Jaar’s dad apocryphally bought a Villalobos album as inspiration for his young son’s musical development on the recommendation of a record store clerk, after asking for the most cutting edge and accomplished music out there. I’m glad he did, and I can’t wait to hear where Jaar’s strange confluence of muses takes him next.

Tom Listened: This album started off really well for me but faded towards the end. I have been aware of Nicholas Jaar’s name cropping up in the occasional best of 2011 internet list and my interest was fueled when Nick played a song from the album at one of the earlier meetings. I enjoyed the album all the way through, but I did feel it lost impact as it went on and by the end it had become (very lovely) background music for me. I suspect that this would become less of an issue with repeated listens but I’m not sure we’ll ever become that well acquainted.

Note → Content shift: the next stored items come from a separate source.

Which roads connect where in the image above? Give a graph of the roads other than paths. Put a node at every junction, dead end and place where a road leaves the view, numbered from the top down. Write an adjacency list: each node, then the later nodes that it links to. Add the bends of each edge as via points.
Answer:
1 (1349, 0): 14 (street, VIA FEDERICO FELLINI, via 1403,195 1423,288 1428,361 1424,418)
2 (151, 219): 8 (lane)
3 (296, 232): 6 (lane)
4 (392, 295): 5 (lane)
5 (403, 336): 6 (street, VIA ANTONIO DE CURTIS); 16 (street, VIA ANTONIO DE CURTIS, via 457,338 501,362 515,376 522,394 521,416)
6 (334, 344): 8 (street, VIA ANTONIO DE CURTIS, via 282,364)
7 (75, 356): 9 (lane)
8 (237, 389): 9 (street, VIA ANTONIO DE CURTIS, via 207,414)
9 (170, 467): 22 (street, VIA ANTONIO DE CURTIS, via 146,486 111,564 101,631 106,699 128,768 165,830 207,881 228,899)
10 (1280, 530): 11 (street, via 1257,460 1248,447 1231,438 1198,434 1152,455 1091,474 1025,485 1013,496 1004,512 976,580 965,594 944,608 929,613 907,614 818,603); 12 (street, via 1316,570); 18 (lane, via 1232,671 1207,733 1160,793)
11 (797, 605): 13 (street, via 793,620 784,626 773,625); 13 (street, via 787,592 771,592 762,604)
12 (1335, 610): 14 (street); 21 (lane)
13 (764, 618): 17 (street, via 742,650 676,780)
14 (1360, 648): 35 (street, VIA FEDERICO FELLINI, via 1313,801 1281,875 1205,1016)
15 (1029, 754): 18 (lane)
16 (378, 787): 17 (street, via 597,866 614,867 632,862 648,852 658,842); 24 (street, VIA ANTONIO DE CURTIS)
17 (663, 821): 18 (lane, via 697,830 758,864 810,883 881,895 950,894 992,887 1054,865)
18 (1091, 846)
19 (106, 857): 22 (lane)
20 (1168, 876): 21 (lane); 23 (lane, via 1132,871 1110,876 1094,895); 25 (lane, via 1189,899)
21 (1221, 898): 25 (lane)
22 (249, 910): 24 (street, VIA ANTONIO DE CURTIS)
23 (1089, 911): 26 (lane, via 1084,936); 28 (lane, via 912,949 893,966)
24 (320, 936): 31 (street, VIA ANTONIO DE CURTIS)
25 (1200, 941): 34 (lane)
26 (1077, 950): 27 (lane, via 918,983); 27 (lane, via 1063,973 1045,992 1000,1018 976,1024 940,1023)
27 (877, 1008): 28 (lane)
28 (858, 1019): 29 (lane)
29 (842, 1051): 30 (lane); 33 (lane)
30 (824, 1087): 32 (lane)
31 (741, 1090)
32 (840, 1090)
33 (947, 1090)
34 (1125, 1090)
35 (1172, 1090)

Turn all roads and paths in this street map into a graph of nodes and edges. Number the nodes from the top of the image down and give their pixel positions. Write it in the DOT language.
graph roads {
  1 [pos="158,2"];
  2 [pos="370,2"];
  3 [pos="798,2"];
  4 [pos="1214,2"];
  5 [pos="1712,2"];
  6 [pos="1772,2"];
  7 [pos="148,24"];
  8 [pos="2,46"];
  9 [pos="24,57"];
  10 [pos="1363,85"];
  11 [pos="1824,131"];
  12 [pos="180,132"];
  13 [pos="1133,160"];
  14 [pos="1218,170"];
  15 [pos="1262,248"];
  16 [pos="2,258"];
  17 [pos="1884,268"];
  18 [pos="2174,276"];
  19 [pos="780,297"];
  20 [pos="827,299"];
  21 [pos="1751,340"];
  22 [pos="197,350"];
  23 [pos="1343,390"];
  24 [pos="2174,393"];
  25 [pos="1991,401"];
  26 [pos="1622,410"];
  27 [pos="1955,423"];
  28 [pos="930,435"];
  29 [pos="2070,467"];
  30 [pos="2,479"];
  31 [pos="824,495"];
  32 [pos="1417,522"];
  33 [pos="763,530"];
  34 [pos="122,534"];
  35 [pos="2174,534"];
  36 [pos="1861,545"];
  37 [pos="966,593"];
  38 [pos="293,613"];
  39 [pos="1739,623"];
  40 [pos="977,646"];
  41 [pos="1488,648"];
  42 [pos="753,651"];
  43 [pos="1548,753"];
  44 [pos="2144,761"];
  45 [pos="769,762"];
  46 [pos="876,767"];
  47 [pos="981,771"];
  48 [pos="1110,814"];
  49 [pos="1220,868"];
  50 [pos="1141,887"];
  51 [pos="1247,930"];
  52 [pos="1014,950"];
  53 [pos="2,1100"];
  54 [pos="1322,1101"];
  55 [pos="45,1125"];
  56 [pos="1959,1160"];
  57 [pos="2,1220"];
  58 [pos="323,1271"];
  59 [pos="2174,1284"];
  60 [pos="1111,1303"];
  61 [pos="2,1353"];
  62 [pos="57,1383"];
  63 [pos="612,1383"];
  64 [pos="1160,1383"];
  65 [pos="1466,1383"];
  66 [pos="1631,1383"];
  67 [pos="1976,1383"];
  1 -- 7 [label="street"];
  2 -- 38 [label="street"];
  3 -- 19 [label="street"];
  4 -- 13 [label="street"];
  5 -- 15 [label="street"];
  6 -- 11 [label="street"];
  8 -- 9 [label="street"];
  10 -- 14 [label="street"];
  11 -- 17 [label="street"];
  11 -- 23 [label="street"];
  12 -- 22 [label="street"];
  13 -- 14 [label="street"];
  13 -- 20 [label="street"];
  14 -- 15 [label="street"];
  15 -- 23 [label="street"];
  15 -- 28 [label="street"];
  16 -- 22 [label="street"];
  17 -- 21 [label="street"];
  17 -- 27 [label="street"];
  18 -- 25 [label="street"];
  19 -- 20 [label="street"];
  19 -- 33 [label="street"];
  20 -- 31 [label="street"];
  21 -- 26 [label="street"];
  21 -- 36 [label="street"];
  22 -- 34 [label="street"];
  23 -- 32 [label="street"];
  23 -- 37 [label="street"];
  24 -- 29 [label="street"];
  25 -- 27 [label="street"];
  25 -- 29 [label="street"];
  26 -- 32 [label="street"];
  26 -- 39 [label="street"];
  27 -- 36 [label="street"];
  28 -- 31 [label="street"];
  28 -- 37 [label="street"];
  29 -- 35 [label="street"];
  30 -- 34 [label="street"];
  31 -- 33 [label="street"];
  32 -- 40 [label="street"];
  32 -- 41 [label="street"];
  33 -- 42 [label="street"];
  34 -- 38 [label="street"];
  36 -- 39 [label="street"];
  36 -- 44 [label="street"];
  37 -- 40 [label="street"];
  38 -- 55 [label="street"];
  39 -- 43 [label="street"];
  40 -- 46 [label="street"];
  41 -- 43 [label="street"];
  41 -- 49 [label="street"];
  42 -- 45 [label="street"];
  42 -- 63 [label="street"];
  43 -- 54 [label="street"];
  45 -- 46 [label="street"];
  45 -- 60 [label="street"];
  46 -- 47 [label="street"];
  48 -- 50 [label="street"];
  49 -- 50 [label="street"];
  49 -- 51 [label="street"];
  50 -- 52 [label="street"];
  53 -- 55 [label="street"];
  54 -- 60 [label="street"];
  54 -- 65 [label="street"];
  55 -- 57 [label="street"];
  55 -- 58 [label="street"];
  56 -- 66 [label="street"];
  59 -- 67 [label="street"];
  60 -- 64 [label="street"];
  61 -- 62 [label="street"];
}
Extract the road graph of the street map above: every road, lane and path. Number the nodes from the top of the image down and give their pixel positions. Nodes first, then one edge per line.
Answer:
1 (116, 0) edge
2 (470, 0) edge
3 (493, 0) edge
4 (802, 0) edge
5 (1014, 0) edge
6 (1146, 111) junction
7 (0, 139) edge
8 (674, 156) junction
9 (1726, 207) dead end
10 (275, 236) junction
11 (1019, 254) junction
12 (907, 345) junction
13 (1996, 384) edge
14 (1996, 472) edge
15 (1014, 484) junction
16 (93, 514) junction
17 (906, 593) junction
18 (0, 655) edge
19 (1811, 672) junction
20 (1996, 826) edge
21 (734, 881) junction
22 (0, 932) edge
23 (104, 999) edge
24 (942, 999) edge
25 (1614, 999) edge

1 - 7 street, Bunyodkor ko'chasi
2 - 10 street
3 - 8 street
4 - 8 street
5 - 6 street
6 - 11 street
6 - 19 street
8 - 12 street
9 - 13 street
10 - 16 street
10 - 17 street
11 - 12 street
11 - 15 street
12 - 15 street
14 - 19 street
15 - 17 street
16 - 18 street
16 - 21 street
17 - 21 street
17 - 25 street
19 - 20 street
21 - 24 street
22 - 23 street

Rob listened: It’s always a pleasure to hear Nick roll out one of his stock phrases, mainly because they tend to be much more interesting than mine. In fact, my most repeated words at Record Club meetings are, “the interesting thing is…” usually followed by something quite plain. Nick, meanwhile, tends towards interesting compounds like  “phenomenologically beautiful” or, if cornered, “non-diagetic”. The interesting thing is that ‘Space Is Only Noise’ did indeed seem beautiful in cold, precisely defined terms. I could have listened to the tinkling piano accompanied by a gurgling child and what sounded like a German man attempting to master English vowel sounds for about 45 minutes, it all sounded so pretty. Like Tom, I found it palled slightly in the middle, the closer it approximated dance music, but all in all a lovely thing.